Carpetright, Britain's biggest floor coverings retailer, has cut its annual profit forecast for the third time in less than six months, saying sales growth has slowed and it has yet to see any benefit from an improving housing market.

The firm has more than 470 UK stores and concessions as well as 142 stores in Ireland, the Netherlands and Belgium.
Carpetright is revamping its stores and product ranges in a bid to counter subdued consumer spending and tough competition in Britain, and reverse a slide in sales in the Netherlands. 

However, the firm said UK sales growth at stores open over a year slowed to 0.2% in the eight weeks to March 22 from 1.9% in its fiscal third quarter, while sales elsewhere in Europe fell 5.3%, dragged down by the Netherlands.

Britain's housing market has been steadily improving, fuelled by a government scheme that has boosted buyer demand. 

Banks approved the highest level of mortgages since 2007 in January and last month the total amount of lending to buy homes rose to its highest level in nearly two years.

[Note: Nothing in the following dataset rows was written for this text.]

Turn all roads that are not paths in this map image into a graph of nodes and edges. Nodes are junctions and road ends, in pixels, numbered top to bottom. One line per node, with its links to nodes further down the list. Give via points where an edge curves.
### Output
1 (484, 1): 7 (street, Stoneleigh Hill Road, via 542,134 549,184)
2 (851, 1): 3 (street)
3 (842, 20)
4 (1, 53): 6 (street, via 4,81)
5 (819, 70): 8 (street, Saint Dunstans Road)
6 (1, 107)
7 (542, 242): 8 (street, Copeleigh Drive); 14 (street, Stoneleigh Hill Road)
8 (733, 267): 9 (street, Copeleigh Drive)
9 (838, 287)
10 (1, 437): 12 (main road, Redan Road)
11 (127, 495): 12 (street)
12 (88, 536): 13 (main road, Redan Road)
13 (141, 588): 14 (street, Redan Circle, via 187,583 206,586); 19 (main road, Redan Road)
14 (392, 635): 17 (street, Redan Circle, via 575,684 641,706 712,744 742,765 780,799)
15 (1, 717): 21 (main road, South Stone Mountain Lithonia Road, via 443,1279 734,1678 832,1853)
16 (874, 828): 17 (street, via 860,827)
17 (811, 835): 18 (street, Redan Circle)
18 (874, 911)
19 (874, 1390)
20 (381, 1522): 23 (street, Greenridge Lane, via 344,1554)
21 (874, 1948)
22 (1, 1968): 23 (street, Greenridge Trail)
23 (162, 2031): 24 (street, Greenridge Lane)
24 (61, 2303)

Analysts noted the improving UK housing market had started to benefit some other retailers, suggesting Carpetright was being held back by company-specific problems, such as excess selling space and high rents.
Topps Tiles, Britain's largest tile specialist, said earlier this week that it expected first-half profit to be up 70% on a year ago after a strong rise in sales. 

Carpetright said it now expected underlying pre-tax profit for the year to April 26 to be in a range of £3.5-5.5m, below analysts' consensus forecast of £7.78m, according to Reuters data.
That was its third downgrade in almost six months after a warning last October, which prompted boss Darren Shapland to quit, and another in January.